Our Thoughts
Tue, 09/11/2021 - 12:00
· 3 min read

Natural Capital, Natural Value for Real Estate

We depend on natural capital - land, water and air – to live. The planet provides us with food, fuel, materials, and clean air, but that natural capital is depleting.

Valuing nature to ensure we invest resources into reversing that trend was the topic of a panel at BNP Paribas Real Estate UK’s 'Shaping A Better World From the Ground Up' webinar.

The starting point is to measure the value of nature, socially and economically, in the same way as man-made assets to unlock investment. For real estate, some of that value is already evident, such as how proximity to a park adds a premium to homes.

But there are many other benefits such as the impact on health and well-being and climate mitigation – water absorption, for example - which can also be measured.

Quantifying that value will support the case for investment into the natural environment. So far, investment has been primarily driven by regulation – and there are more legislative sticks to come. But being able to measure and demonstrate the economic and social value is the carrot for landowners, developers and investors.

Jason Beedell, Director of Rural Research, BNP Paribas Real Estate UK, said it is now possible to measure the impact of natural capital on landowners profit quantitively and qualitatively.  And that can be a light bulb moment.

“They've never really thought about their assets in that way before,” he said. “You can show the overall environmental position, and we can do it quantitatively pretty accurately.
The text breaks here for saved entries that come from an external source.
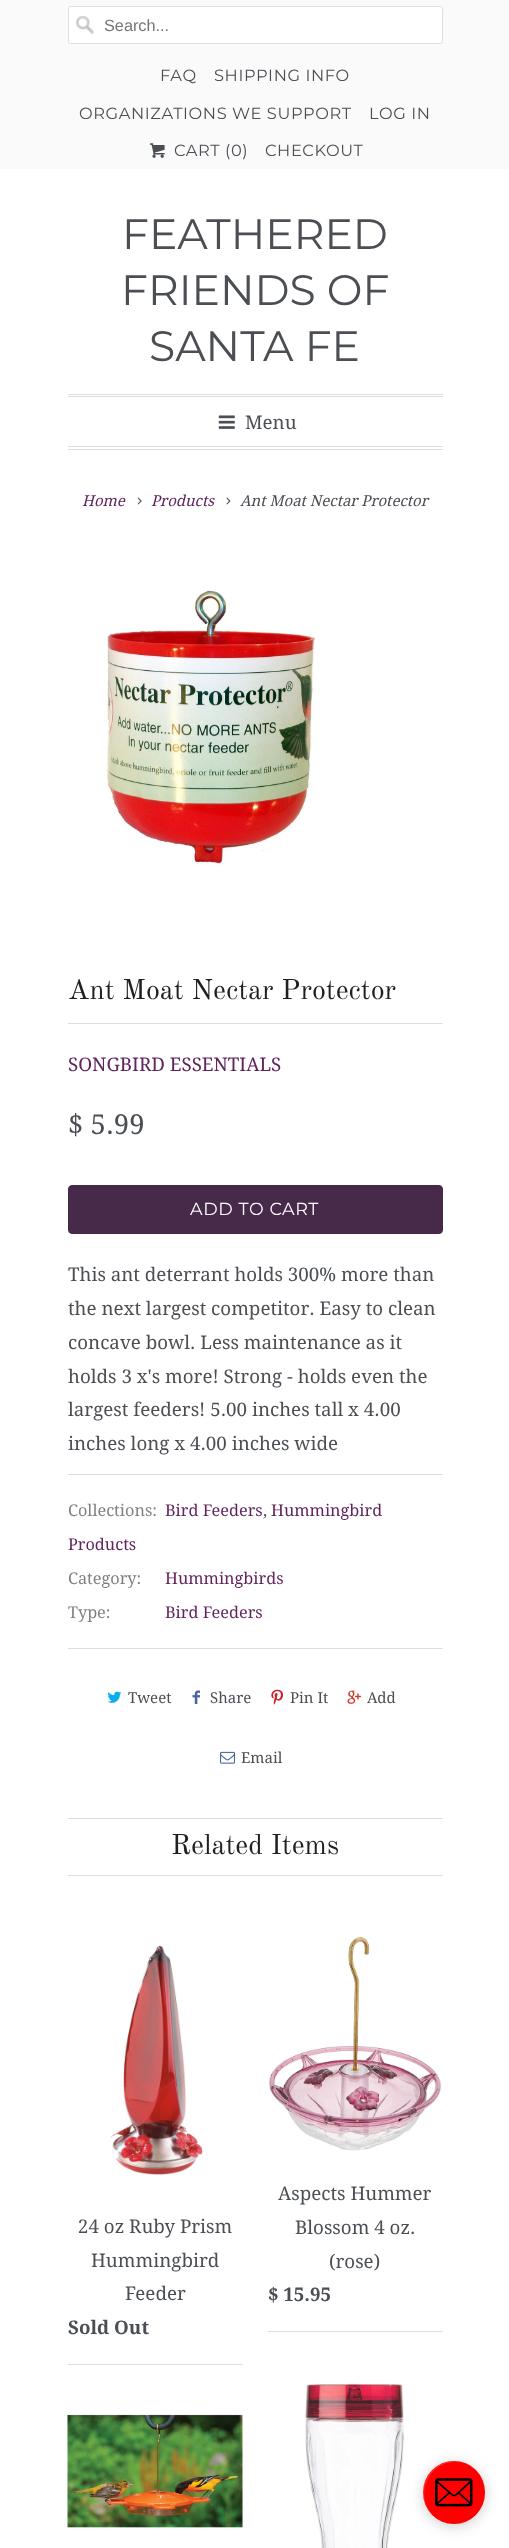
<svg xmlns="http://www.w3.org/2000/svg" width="509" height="2548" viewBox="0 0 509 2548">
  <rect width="100%" height="100%" fill="#fff"/>
  <path d="M0 0h509v169H0z" fill="#fafafa"/>
  <rect x="68" y="6" width="375" height="38" rx="2.5" fill="#fff"/>
  <image x="76" y="16" width="18" height="18" href="img/1.png"/>
  <rect x="68.5" y="6.5" width="374" height="37" rx="2" fill="none" stroke="#dfdfdf"/>
  <image x="150" y="143" width="15" height="15" href="img/2.png"/>
  <path d="M68 394h375v1H68z" fill="#ddd"/>
  <path d="M68 396h375v1H68z" fill="#ddd"/>
  <path d="M68 446h375v1H68z" fill="#ddd"/>
  <path d="M68 449h375v1H68z" fill="#ddd"/>
  <image x="218" y="415" width="17" height="14" href="img/3.png"/>
  <image x="137" y="497" width="5" height="8" href="img/4.png"/>
  <image x="226" y="497" width="5" height="8" href="img/5.png"/>
  <image x="105" y="578" width="210" height="289" href="img/6.png"/>
  <path d="M68 1023h375v1H68z" fill="#ddd"/>
  <rect x="68.5" y="1185.5" width="374" height="48" rx="3.5" fill="#472a49" stroke="#472a49"/>
  <path d="M68 1474h375v1H68z" fill="#ddd"/>
  <path d="M68 1648h375v1H68z" fill="#ddd"/>
  <image x="107" y="1691" width="15" height="12" href="img/7.png"/>
  <image x="192" y="1690" width="8" height="14" href="img/8.png"/>
  <image x="271" y="1689" width="12" height="16" href="img/9.png"/>
  <image x="347" y="1690" width="14" height="14" href="img/10.png"/>
  <image x="220" y="1751" width="15" height="13" href="img/11.png"/>
  <path d="M68 1818h375v1H68z" fill="#ddd"/>
  <path d="M68 1875h375v1H68z" fill="#ddd"/>
  <path d="M68 2364h175v1H68z" fill="#ddd"/>
  <image x="110" y="1945" width="94" height="230" href="img/12.png"/>
  <path d="M268 2331h175v1H268z" fill="#ddd"/>
  <image x="269" y="1936" width="173" height="215" href="img/13.png"/>
  <image x="67" y="2414" width="176" height="114" href="img/14.png"/>
  <image x="305" y="2383" width="99" height="165" href="img/15.png"/>
  <rect x="423" y="2464" width="62" height="62" rx="31" fill="#80808066" filter="blur(7px)"/>
  <rect x="423" y="2461" width="62" height="63" rx="31" fill="#f00"/>
  <path d="M455 2462C465 2462 473 2466 479 2474C468 2459 445 2457 432 2470C419 2483 420 2505 434 2516C414 2498 427 2462 455 2462Z" fill="#ffffff26"/>
  <image x="435" y="2478" width="38" height="29" href="img/16.png"/>
  <text x="104" y="31" font-family="Liberation Sans" font-size="16.25" fill="#757575">Search...</text>
  <g font-family="Montserrat" font-size="16.25" letter-spacing="0.6" fill="#4b4f54">
    <text x="160" y="81">FAQ</text>
    <text x="214" y="81">SHIPPING INFO</text>
    <text x="79" y="119">ORGANIZATIONS WE SUPPORT</text>
    <text x="369" y="119">LOG IN</text>
    <text x="174" y="156">CART (0)</text>
    <text x="265" y="156">CHECKOUT</text>
  </g>
  <g font-family="Montserrat" font-size="42.5" fill="#4b4f54">
    <text x="122" y="249">FEATHERED</text>
    <text x="121" y="305">FRIENDS OF</text>
    <text x="149" y="361">SANTA FE</text>
  </g>
  <text x="245" y="429" font-family="Droid Serif" font-size="18.75" fill="#4b4f54">Menu</text>
  <g font-family="Droid Serif" font-size="15" font-style="italic" fill="#61245f">
    <text x="82" y="506">Home</text>
    <text x="151" y="506">Products</text>
  </g>
  <text x="240" y="506" font-family="Droid Serif" font-size="15" font-style="italic" fill="#4b4f54">Ant Moat Nectar Protector</text>
  <text x="68" y="999" font-family="Old Standard TT" font-size="28.1" fill="#1f2022">Ant Moat Nectar Protector</text>
  <text x="68" y="1071" font-family="Droid Serif" font-size="18.75" fill="#61245f">SONGBIRD ESSENTIALS</text>
  <text x="68" y="1134" font-family="Droid Serif" font-size="27.5" fill="#4b4f54">$ 5.99</text>
  <text x="190" y="1215" font-family="Montserrat" font-size="17.5" letter-spacing="0.6" fill="#fff">ADD TO CART</text>
  <g font-family="Droid Serif" font-size="18.75" fill="#4b4f54">
    <text x="68" y="1281">This ant deterrant holds 300% more than</text>
    <text x="68" y="1315">the next largest competitor. Easy to clean</text>
    <text x="68" y="1349">concave bowl. Less maintenance as it</text>
    <text x="68" y="1383">holds 3 x's more! Strong - holds even the</text>
    <text x="68" y="1416">largest feeders! 5.00 inches tall x 4.00</text>
    <text x="68" y="1450">inches long x 4.00 inches wide</text>
  </g>
  <text x="68" y="1516" font-family="Droid Serif" font-size="16.25" fill="#808080">Collections:</text>
  <text x="165" y="1516" font-family="Droid Serif" font-size="16.25" fill="#61245f">Bird Feeders</text>
  <text x="263" y="1516" font-family="Droid Serif" font-size="16.25" fill="#4b4f54">,</text>
  <g font-family="Droid Serif" font-size="16.25" fill="#61245f">
    <text x="271" y="1516">Hummingbird</text>
    <text x="68" y="1550">Products</text>
  </g>
  <text x="68" y="1584" font-family="Droid Serif" font-size="16.25" fill="#808080">Category:</text>
  <text x="165" y="1584" font-family="Droid Serif" font-size="16.25" fill="#61245f">Hummingbirds</text>
  <text x="68" y="1618" font-family="Droid Serif" font-size="16.25" fill="#808080">Type:</text>
  <text x="165" y="1618" font-family="Droid Serif" font-size="16.25" fill="#61245f">Bird Feeders</text>
  <g font-family="Droid Serif" font-size="15" fill="#4b4f54">
    <text x="128" y="1703">Tweet</text>
    <text x="210" y="1703">Share</text>
    <text x="290" y="1703">Pin It</text>
    <text x="367" y="1703">Add</text>
    <text x="241" y="1763">Email</text>
  </g>
  <text x="171" y="1854" font-family="Old Standard TT" font-size="28.1" fill="#1f2022">Related Items</text>
  <g font-family="Droid Serif" font-size="18.75" fill="#4b4f54">
    <text x="78" y="2233">24 oz Ruby Prism</text>
    <text x="91" y="2267">Hummingbird</text>
    <text x="125" y="2300">Feeder</text>
  </g>
  <text x="68" y="2334" font-family="Droid Serif" font-size="18.75" font-weight="bold" fill="#4b4f54">Sold Out</text>
  <g font-family="Droid Serif" font-size="18.75" fill="#4b4f54">
    <text x="278" y="2200">Aspects Hummer</text>
    <text x="295" y="2234">Blossom 4 oz.</text>
    <text x="329" y="2268">(rose)</text>
  </g>
  <text x="268" y="2301" font-family="Droid Serif" font-size="18.75" font-weight="bold" fill="#4b4f54">$ 15.95</text>
</svg>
We'll never get everything measured, but it's a much better position than we've ever been in.”

Sustainable accounting is also starting to filter into investment decisions. Caroline McDade, National Head of Planning, BNP Paribas Real Estate, said: “We're seeing clients starting to think about what the outputs and environmental benefits of a development project might be really early on. So, this might be at the feasibility stage, if not at the site purchasing stage.

“They will add that into the cost of purchase and construction to ensure that they're meeting whatever objectives that they want to hit.”

Improving natural capital is harder to do in urban areas where there are huge demands on land. Including space for nature can be tricky but not impossible if designed into developments from the outset.

For example, ensuring the building structure can support a sufficient soil depth to create a green roof. There is a cost attached, but natural capital can provide huge benefits to real estate, such as trees providing shade in hot weather, landscaping that absorbs rainwater and green features to enhance architecture. Such features can also add to the appeal for occupiers.  

There is an opportunity to develop natural capital investment models across city regions and counties. Local authorities are tasked with developing local nature recovery strategies, which means putting together a plan to maintain and improve the natural capital in their areas.

Beedell said: “Because you've got scale, that's going to create investment opportunities. Some of them will be funded through new schemes that are coming through in the environmental land management system (ELM). But there'll be others and lots of private sector opportunities.”

Natural capital is critical in the journey to net-zero and a healthier planet, and measuring its social and economic value is a hugely important step.